I spoke previously about the dangers of survivorship bias and the relevance of start date. I also spoke about the need to keep data out of sample and to keep the number of optimisable parameters as low as possible in order to avoid data mining.
As well, I mentioned how the only true out of sample data is future data since we already have an awareness of what the market has done in the past.
In this article I will be talking about another important topic known as selection bias. In trading system development, selection bias can occur when a trader backtests so many trading ideas that he will almost certainly come across a good looking backtest, only to find that it is no more than a random fluke.
This is a concept that has been well explained by Michael Harris at the PAL blog.
Selection Bias in Trading Systems
Consider the process of testing and optimising a trading system. Using a computer and a trading platform it is possible to test hundreds and thousands of different combinations of settings.
If you test enough different strategies you will eventually find one that presents strong returns and exhibits a very attractive looking equity curve.
Most traders will realise at this point, that if you are planning on risking your hard earned money in the market, you cannot rely simply on one good looking equity curve.
A single equity curve does not provide enough confidence to trade and may only have come about by pure chance. The issue is that the profit potential of the system may be random and therefore unlikely to be repeated in the future.
Some inexperienced traders may believe that they have just stumbled across the ultimate winning trading system. But in reality, if the system is random it will start underperforming as soon as it is taken live.
Eye Balling Equity Curves
Michael Harris talks about an interesting coin toss analogy that we can use to help explain this issue.
Let’s say that you are in the business of building trading systems and you’re looking for a system with low drawdowns, positive expectancy and a smooth, upward sloping equity curve.

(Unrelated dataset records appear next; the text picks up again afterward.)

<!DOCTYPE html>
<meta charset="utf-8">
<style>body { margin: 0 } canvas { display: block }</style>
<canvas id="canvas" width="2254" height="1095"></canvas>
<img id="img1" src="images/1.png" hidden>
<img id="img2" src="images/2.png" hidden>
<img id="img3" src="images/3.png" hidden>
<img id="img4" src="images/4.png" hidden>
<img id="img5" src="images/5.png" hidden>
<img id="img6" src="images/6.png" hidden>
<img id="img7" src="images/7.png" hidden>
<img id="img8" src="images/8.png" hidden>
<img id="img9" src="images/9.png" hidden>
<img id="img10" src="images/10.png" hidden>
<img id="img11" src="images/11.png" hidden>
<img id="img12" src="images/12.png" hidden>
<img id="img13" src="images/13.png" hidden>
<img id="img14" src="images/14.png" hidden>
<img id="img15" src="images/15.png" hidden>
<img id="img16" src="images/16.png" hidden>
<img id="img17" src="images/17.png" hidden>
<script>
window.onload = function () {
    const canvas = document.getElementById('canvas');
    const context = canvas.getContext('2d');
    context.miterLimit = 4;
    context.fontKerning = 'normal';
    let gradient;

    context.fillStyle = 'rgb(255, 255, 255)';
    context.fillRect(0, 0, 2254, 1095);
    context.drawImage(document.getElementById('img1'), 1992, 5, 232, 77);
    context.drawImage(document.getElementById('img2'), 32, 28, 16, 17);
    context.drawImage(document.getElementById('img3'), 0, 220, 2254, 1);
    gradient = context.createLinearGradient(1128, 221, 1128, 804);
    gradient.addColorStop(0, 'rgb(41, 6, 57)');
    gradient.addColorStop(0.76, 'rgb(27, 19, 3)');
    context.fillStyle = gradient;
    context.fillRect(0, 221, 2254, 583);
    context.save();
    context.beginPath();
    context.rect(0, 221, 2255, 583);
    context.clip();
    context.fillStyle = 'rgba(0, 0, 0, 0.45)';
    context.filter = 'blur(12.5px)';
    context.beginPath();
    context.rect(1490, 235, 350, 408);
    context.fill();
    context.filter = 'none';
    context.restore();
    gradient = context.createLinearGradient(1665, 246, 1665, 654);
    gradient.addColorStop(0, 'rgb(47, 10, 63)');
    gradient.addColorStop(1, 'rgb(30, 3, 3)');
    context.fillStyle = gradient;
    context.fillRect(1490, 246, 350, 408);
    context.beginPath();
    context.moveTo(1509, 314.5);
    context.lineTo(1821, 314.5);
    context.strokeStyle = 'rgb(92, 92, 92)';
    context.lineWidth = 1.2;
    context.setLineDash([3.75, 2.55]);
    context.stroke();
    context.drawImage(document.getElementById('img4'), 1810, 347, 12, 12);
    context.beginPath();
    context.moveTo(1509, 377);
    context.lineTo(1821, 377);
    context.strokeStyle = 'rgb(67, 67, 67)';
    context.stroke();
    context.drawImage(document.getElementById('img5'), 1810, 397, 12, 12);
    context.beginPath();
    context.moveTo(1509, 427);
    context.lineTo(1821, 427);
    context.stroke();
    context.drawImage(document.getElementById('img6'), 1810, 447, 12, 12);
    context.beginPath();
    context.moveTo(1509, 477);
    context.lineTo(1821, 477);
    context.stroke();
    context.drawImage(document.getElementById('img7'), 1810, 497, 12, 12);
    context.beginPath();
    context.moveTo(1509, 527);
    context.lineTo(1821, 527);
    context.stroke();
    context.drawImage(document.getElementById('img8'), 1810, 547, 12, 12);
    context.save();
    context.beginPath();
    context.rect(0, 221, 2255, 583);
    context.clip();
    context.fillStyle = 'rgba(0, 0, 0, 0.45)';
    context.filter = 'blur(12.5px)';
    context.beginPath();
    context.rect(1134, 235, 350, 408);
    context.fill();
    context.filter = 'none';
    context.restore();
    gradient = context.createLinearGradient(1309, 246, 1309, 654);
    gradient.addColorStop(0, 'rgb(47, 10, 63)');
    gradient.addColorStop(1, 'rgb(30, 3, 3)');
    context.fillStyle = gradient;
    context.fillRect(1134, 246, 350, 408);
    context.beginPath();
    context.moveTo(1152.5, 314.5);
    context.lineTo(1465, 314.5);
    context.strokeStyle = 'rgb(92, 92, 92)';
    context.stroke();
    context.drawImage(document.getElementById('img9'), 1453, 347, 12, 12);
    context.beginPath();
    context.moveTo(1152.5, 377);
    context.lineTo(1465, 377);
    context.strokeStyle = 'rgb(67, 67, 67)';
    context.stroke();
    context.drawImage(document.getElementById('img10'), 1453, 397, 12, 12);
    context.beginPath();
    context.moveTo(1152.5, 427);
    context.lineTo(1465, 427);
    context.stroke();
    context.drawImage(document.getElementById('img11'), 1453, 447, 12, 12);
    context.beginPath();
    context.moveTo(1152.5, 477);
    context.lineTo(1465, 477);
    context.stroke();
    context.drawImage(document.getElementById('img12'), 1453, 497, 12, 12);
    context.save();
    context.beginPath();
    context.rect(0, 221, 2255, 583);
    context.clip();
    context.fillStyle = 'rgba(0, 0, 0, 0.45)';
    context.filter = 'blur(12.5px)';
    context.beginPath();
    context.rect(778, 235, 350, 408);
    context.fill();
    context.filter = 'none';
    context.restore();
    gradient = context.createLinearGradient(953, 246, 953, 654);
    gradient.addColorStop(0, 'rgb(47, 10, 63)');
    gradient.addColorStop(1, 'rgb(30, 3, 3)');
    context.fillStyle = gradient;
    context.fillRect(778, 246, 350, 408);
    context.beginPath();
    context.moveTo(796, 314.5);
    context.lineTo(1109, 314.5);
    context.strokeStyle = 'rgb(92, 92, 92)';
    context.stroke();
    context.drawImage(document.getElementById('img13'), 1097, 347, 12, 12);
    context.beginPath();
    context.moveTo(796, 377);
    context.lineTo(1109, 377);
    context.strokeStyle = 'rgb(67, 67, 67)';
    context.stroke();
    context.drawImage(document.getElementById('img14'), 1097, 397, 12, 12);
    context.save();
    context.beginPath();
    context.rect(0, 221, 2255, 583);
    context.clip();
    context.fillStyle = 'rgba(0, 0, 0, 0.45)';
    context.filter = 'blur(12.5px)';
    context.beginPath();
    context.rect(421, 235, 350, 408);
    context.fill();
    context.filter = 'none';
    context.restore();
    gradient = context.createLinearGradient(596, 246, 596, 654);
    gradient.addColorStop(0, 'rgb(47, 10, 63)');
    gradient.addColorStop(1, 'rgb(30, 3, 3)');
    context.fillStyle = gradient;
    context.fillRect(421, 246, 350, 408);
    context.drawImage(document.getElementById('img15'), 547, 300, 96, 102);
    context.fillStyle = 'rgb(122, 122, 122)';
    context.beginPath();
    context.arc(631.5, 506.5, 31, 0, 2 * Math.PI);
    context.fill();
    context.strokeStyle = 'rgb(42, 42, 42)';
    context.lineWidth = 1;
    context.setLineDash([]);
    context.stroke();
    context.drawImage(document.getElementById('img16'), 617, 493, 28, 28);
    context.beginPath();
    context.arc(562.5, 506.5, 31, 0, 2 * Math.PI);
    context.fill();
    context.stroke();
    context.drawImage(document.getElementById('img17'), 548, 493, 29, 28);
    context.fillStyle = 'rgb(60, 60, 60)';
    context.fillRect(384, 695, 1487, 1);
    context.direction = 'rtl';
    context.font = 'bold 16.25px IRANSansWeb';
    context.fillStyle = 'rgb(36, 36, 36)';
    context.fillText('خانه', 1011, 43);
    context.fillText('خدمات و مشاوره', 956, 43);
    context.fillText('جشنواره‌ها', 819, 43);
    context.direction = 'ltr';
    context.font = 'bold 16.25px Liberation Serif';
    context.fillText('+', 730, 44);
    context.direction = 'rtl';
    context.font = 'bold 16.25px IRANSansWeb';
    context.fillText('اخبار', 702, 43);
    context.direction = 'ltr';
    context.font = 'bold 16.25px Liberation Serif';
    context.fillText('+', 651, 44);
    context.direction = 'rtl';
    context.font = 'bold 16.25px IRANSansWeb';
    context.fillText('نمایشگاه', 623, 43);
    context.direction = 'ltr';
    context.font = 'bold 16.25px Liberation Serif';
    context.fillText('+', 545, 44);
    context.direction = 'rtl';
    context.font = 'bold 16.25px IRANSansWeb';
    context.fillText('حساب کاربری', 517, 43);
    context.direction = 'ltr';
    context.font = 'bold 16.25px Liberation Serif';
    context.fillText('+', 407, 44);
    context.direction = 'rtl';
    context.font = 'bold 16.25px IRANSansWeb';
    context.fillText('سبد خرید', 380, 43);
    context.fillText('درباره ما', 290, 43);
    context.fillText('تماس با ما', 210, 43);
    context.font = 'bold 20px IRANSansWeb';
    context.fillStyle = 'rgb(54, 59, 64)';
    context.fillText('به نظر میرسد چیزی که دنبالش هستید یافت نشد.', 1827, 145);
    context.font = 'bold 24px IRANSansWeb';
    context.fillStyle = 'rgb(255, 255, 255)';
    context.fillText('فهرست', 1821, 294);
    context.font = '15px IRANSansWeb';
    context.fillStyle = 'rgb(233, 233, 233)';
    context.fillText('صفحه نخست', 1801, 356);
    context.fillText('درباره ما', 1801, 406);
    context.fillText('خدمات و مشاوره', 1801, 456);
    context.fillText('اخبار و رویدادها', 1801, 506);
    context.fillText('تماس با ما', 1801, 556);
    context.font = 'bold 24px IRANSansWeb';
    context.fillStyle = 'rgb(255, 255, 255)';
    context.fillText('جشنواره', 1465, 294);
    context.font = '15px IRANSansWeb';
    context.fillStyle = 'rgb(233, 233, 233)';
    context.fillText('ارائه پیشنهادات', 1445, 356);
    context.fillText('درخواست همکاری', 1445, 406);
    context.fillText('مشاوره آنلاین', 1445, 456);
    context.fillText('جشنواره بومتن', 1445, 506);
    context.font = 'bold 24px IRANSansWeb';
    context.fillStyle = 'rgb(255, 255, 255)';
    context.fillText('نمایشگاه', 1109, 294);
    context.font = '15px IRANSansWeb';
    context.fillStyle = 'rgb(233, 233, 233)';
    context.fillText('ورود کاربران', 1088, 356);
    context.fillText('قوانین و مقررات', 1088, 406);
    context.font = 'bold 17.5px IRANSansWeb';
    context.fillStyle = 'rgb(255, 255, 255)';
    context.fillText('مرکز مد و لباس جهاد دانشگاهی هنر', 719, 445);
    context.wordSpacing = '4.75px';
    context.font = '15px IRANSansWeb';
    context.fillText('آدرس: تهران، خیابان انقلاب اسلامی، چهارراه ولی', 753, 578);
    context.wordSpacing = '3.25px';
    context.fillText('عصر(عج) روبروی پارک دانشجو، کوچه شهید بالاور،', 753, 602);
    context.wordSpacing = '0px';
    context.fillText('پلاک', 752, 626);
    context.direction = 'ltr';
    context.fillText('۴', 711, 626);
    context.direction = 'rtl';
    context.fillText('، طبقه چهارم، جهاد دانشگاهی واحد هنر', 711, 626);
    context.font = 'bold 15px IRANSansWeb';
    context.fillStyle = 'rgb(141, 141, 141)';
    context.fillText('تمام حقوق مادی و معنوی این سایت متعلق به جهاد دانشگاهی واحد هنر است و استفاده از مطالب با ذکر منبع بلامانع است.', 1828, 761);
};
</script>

If so, what do you think of the equity curve below?
I’m sure you’ll agree that this is a decent looking equity curve. It certainly doesn’t look like a random chart. If your trading account could grow at a consistent rate like this chart for a number of years then I’m sure you’d be quite happy.

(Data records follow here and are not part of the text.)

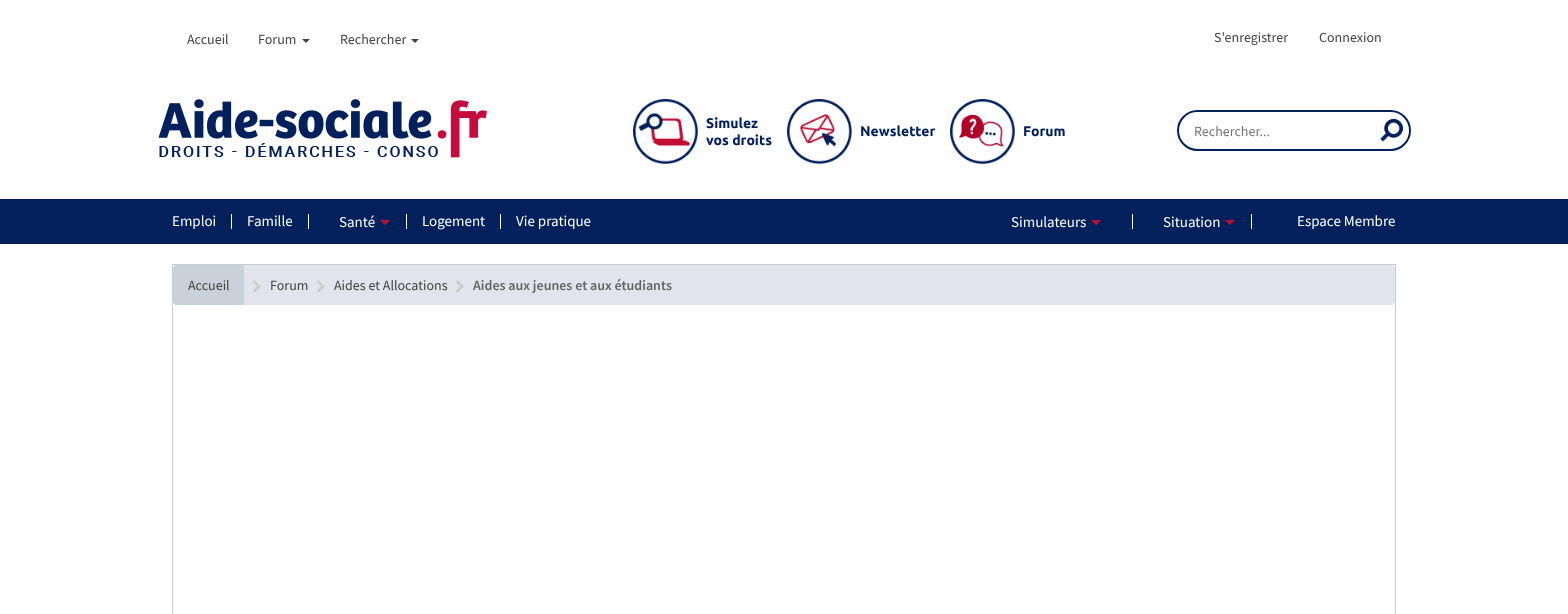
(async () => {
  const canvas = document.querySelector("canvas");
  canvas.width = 1568;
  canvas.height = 614;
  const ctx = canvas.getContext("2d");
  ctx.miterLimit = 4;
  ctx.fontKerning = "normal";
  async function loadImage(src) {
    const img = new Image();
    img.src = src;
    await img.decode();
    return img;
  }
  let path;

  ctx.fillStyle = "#ffffff";
  ctx.fillRect(0, 0, 1568, 614);
  ctx.fillStyle = "#444444";
  path = new Path2D("M302 39H310L306 43Z");
  ctx.fill(path);
  path = new Path2D("M411 39H419L415 43Z");
  ctx.fill(path);
  ctx.drawImage(await loadImage("img/1.png"), 158, 99, 329, 59);
  ctx.drawImage(await loadImage("img/2.png"), 633, 99, 65, 65);
  ctx.drawImage(await loadImage("img/3.png"), 787, 99, 65, 65);
  ctx.drawImage(await loadImage("img/4.png"), 950, 99, 65, 65);
  ctx.beginPath();
  ctx.roundRect(1178, 111, 232, 39, 19.5);
  ctx.strokeStyle = "#01205c";
  ctx.lineWidth = 2;
  ctx.stroke();
  ctx.drawImage(await loadImage("img/5.png"), 1380, 118, 24, 24);
  for (const [x, y, w, h, color] of [
    [0, 199, 1568, 45, "#01205c"],
    [231, 214, 1, 15, "#ffffff"],
    [308, 214, 1, 15, "#ffffff"],
    [406, 214, 1, 15, "#ffffff"],
  ]) {
    ctx.fillStyle = color;
    ctx.fillRect(x, y, w, h);
  }
  ctx.drawImage(await loadImage("img/6.png"), 380, 220, 11, 6);
  ctx.fillRect(500, 214, 1, 15);
  ctx.fillRect(1132, 214, 1, 15);
  ctx.drawImage(await loadImage("img/6.png"), 1091, 220, 11, 6);
  ctx.fillRect(1251, 214, 1, 15);
  ctx.drawImage(await loadImage("img/6.png"), 1225, 220, 11, 6);
  ctx.strokeStyle = "#cccccc";
  ctx.lineWidth = 1;
  ctx.strokeRect(172.5, 264.5, 1223, 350);
  ctx.fillStyle = "#e1e5eb";
  ctx.beginPath();
  ctx.roundRect(173, 265, 1222, 40, 4);
  ctx.fill();
  ctx.fillStyle = "#c8d2d8";
  ctx.beginPath();
  ctx.roundRect(173, 265, 71, 40, [4, 0, 0, 4]);
  ctx.fill();
  ctx.drawImage(await loadImage("img/7.png"), 253, 280, 8, 13);
  ctx.drawImage(await loadImage("img/7.png"), 317, 280, 8, 13);
  ctx.drawImage(await loadImage("img/7.png"), 456, 280, 8, 13);
  ctx.font = "14px Source Sans Pro";
  ctx.fillStyle = "#444444";
  for (const [text, x, y] of [
    ["Accueil", 187, 44],
    ["Forum", 258, 44],
    ["Rechercher", 340, 44],
    ["S'enregistrer", 1214, 42],
    ["Connexion", 1319, 42],
  ]) {
    ctx.fillText(text, x, y);
  }
  ctx.font = "bold 14px Ubuntu";
  ctx.fillStyle = "#01205c";
  for (const [text, x, y] of [
    ["Simulez", 706, 128],
    ["vos droits", 706, 145],
    ["Newsletter", 860, 136],
    ["Forum", 1023, 136],
  ]) {
    ctx.fillText(text, x, y);
  }
  ctx.font = "14px Source Sans Pro";
  ctx.fillStyle = "#757575";
  ctx.fillText("Rechercher...", 1194, 136);
  ctx.font = "15px Source Sans Pro";
  ctx.fillStyle = "#ffffff";
  for (const [text, x, y] of [
    ["Emploi", 172, 226],
    ["Famille", 247, 226],
    ["Santé", 339, 227],
    ["Logement", 422, 226],
    ["Vie pratique", 516, 226],
    ["Simulateurs", 1011, 227],
    ["Situation", 1163, 227],
    ["Espace Membre", 1297, 226],
  ]) {
    ctx.fillText(text, x, y);
  }
  ctx.font = "14px Source Sans Pro";
  ctx.fillStyle = "#444444";
  for (const [text, x, y] of [
    ["Accueil", 188, 290],
    ["Forum", 270, 290],
    ["Aides et Allocations", 334, 290],
  ]) {
    ctx.fillText(text, x, y);
  }
  ctx.font = "600 14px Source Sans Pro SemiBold";
  ctx.fillStyle = "#636465";
  ctx.fillText("Aides aux jeunes et aux étudiants", 473, 290);
})();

But what if I told you that the curve above was actually the result of 10,000 random coin tosses?
That’s right, random outcomes can generate beautiful looking equity curves. Even with a sample size as large as 10,000.
So even though the outcome of a coin toss is 50/50 between heads and tails, run several simulations and you can come across some quite outrageous win/loss sequences and therefore some outrageous looking charts. Charts that look anything but random.

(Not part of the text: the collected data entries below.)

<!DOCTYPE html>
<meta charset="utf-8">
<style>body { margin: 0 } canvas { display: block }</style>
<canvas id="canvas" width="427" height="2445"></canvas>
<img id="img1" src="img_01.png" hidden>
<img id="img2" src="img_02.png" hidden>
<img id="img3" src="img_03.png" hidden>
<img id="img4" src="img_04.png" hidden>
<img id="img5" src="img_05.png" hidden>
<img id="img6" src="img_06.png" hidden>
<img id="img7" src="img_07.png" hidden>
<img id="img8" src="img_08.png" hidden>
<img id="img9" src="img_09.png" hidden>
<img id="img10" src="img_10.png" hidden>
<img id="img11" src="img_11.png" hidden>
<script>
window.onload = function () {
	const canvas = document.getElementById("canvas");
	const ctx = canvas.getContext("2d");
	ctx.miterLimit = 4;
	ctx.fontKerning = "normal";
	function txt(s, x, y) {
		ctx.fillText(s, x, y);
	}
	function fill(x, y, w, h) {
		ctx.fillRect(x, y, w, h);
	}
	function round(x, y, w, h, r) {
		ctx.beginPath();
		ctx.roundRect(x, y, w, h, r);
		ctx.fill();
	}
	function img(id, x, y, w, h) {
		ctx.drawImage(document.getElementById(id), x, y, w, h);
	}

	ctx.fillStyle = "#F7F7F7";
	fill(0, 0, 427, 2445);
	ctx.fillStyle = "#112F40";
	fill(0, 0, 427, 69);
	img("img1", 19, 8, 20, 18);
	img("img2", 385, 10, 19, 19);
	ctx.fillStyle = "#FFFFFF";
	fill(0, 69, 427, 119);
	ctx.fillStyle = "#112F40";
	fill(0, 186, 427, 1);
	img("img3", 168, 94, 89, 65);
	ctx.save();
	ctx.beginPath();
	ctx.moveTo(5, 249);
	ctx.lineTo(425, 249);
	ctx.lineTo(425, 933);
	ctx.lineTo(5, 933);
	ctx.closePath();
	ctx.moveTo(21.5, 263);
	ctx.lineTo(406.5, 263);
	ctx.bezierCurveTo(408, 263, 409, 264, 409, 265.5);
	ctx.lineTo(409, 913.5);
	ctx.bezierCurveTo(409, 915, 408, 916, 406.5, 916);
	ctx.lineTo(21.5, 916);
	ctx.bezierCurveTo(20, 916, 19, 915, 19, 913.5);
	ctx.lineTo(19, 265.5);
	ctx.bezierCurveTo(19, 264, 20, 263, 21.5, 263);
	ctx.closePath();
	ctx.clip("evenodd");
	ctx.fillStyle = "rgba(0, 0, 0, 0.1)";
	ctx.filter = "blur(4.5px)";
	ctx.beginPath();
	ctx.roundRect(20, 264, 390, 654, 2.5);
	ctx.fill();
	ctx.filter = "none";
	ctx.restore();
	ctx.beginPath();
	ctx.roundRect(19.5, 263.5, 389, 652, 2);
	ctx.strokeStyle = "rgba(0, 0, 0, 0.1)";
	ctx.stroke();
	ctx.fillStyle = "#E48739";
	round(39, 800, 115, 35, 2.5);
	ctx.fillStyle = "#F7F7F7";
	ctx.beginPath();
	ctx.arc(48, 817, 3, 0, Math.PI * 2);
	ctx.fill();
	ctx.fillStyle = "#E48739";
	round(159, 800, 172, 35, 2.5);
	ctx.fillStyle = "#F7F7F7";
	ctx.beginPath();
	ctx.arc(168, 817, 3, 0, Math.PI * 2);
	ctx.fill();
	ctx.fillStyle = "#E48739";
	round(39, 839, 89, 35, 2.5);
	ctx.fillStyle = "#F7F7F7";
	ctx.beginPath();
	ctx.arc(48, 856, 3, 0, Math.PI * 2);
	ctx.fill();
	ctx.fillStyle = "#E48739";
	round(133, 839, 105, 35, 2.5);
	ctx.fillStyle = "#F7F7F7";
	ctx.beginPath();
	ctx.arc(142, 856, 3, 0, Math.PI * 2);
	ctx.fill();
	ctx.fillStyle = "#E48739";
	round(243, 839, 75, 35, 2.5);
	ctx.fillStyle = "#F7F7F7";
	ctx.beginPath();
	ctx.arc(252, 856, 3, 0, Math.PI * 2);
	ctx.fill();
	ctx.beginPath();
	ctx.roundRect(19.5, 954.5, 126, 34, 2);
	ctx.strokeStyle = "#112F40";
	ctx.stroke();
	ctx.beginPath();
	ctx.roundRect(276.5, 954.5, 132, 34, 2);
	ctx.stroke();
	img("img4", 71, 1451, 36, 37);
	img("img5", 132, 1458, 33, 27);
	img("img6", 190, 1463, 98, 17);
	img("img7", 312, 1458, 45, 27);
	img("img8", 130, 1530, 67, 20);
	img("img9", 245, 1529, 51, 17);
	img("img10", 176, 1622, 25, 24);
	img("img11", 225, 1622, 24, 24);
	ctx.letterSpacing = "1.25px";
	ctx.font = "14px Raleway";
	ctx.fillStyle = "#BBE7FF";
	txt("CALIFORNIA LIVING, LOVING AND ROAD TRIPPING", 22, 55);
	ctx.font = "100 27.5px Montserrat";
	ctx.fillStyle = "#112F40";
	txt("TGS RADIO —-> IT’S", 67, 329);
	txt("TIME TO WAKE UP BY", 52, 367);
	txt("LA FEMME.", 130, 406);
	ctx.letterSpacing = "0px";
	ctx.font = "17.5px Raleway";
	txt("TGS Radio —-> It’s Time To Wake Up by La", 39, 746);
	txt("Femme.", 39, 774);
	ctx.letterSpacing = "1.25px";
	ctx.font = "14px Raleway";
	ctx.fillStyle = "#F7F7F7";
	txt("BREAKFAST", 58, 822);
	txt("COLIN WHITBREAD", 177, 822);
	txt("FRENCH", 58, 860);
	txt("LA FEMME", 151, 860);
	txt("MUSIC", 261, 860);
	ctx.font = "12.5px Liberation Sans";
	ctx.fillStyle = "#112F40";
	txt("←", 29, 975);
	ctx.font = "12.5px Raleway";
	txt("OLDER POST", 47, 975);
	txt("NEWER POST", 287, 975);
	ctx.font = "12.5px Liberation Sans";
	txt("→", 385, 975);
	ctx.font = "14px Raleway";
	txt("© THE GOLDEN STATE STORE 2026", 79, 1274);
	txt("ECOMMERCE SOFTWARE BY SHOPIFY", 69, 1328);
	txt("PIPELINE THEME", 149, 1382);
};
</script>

So, the problem is that an attractive equity curve can fool a trader into believing they have a profitable trading system that is not random.
This problem can get worse when the trader gets a positive equity curve in the out-of-sample too, which may also have come about by pure chance.
This can happen for exactly the same reason. If you test enough strategies, you will eventually find one that looks good in both in-sample and out-of-sample, yet the whole result may still be a fluke, unlikely to be repeated in the future when you take the system live.
This problem is even more likely to occur when the trader uses only a small amount of in-sample or out-of-sample data. Since the smaller the size of the sample, the easier it is for random outcomes to occur. Refer to the law of small numbers.
Is Your Trading System Random?
Knowing this information is important but how can traders build trading systems and be confident that they are not random flukes?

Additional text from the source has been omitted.